> **WHAT YOU HAVE TO DO**: Examine each line of the data. Copy the line if it includes the word "lane".

> **MATERIAL FOR THIS EXERCISE**:
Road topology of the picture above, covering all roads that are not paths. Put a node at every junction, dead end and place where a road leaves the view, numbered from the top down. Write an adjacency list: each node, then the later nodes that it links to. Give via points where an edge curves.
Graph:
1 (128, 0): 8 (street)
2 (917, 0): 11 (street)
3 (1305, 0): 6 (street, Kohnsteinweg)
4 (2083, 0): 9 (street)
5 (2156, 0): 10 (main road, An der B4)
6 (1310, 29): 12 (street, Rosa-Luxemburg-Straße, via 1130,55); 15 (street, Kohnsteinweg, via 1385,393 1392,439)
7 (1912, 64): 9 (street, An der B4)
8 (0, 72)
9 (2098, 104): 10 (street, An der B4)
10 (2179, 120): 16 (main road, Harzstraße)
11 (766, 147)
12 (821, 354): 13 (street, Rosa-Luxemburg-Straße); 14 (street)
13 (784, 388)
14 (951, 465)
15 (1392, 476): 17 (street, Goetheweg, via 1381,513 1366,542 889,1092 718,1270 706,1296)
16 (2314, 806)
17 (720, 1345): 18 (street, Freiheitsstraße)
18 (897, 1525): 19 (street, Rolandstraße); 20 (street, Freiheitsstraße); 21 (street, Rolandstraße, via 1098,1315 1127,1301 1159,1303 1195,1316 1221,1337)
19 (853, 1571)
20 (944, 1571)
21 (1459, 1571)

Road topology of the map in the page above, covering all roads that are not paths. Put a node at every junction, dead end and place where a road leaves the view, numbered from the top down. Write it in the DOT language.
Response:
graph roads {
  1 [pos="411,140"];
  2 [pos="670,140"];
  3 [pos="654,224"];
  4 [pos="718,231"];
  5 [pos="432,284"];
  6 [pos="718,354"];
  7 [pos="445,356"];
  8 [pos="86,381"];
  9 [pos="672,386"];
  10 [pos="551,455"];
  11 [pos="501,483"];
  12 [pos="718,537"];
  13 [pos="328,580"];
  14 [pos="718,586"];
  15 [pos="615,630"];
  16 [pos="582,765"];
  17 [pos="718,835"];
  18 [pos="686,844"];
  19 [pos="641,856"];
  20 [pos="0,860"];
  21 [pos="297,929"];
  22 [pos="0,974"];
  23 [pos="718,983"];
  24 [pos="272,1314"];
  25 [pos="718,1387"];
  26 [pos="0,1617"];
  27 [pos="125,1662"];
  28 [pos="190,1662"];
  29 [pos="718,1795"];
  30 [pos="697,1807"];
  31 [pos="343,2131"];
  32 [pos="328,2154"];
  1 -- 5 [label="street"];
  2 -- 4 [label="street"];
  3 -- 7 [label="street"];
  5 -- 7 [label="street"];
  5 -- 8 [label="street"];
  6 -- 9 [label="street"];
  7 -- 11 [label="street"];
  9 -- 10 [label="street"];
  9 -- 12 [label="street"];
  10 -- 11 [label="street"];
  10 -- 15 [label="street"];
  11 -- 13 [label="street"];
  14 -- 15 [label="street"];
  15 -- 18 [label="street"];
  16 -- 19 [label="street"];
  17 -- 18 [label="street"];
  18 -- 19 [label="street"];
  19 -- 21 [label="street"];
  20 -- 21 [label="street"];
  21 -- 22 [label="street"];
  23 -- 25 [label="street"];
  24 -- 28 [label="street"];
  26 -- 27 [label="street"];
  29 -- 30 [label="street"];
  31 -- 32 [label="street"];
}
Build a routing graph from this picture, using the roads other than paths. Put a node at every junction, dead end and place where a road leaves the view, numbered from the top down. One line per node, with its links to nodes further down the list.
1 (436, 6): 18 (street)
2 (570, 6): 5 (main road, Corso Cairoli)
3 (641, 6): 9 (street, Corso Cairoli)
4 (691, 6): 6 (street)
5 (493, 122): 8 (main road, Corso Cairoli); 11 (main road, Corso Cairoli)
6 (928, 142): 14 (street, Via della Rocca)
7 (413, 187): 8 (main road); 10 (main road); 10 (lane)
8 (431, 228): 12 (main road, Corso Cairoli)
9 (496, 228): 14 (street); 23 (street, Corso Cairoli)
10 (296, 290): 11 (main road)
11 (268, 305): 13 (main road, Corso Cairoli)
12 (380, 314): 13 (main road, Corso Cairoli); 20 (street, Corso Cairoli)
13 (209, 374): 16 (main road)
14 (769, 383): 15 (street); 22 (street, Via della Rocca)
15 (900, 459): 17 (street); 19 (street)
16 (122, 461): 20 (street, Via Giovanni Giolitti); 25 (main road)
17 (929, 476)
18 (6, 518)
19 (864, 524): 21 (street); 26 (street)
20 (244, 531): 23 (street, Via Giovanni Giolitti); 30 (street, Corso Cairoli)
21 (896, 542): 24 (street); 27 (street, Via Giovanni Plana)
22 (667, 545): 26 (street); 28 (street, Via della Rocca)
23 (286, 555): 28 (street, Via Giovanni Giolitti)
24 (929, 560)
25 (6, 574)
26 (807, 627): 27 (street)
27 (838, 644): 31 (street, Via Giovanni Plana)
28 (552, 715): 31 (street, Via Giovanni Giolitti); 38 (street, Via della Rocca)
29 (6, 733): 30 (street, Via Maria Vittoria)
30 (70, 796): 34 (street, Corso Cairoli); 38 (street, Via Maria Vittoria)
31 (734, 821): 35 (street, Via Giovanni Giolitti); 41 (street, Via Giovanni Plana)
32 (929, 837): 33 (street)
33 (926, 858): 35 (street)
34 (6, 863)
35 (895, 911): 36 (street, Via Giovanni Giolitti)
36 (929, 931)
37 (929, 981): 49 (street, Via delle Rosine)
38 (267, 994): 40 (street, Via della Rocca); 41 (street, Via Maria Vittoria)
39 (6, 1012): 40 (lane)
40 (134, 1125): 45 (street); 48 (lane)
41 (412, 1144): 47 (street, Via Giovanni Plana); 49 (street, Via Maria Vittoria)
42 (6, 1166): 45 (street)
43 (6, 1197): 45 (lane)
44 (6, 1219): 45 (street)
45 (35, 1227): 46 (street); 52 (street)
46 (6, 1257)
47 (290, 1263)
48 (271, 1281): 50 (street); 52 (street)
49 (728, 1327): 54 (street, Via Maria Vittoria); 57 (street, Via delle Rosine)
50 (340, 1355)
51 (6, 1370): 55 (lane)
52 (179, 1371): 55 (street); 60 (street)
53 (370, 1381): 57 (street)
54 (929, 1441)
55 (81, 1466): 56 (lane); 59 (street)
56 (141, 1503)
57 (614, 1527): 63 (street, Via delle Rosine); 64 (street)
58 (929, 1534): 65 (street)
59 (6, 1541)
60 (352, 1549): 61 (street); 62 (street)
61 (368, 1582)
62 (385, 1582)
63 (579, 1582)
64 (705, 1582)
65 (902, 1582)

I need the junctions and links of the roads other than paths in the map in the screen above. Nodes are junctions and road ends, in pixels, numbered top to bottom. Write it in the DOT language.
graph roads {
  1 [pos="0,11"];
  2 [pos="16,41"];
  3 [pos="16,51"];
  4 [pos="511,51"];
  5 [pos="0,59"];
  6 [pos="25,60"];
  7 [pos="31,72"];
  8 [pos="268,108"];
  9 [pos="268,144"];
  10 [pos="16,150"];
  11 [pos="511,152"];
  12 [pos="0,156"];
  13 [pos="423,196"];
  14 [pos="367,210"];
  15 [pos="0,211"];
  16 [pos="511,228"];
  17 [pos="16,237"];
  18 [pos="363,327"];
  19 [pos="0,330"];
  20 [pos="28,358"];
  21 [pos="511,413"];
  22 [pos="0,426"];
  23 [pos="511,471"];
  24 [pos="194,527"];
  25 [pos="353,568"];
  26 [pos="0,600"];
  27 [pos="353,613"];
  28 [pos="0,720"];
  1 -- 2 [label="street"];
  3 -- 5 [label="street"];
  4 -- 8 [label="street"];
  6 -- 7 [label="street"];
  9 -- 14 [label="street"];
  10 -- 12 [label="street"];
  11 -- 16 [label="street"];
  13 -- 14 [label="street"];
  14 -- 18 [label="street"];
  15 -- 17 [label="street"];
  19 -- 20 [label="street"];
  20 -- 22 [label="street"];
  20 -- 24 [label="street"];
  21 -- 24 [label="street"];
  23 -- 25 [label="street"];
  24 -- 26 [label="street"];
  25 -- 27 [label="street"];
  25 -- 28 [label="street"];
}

> **REPLY**:
7 (413, 187): 8 (main road); 10 (main road); 10 (lane)
39 (6, 1012): 40 (lane)
40 (134, 1125): 45 (street); 48 (lane)
43 (6, 1197): 45 (lane)
51 (6, 1370): 55 (lane)
55 (81, 1466): 56 (lane); 59 (street)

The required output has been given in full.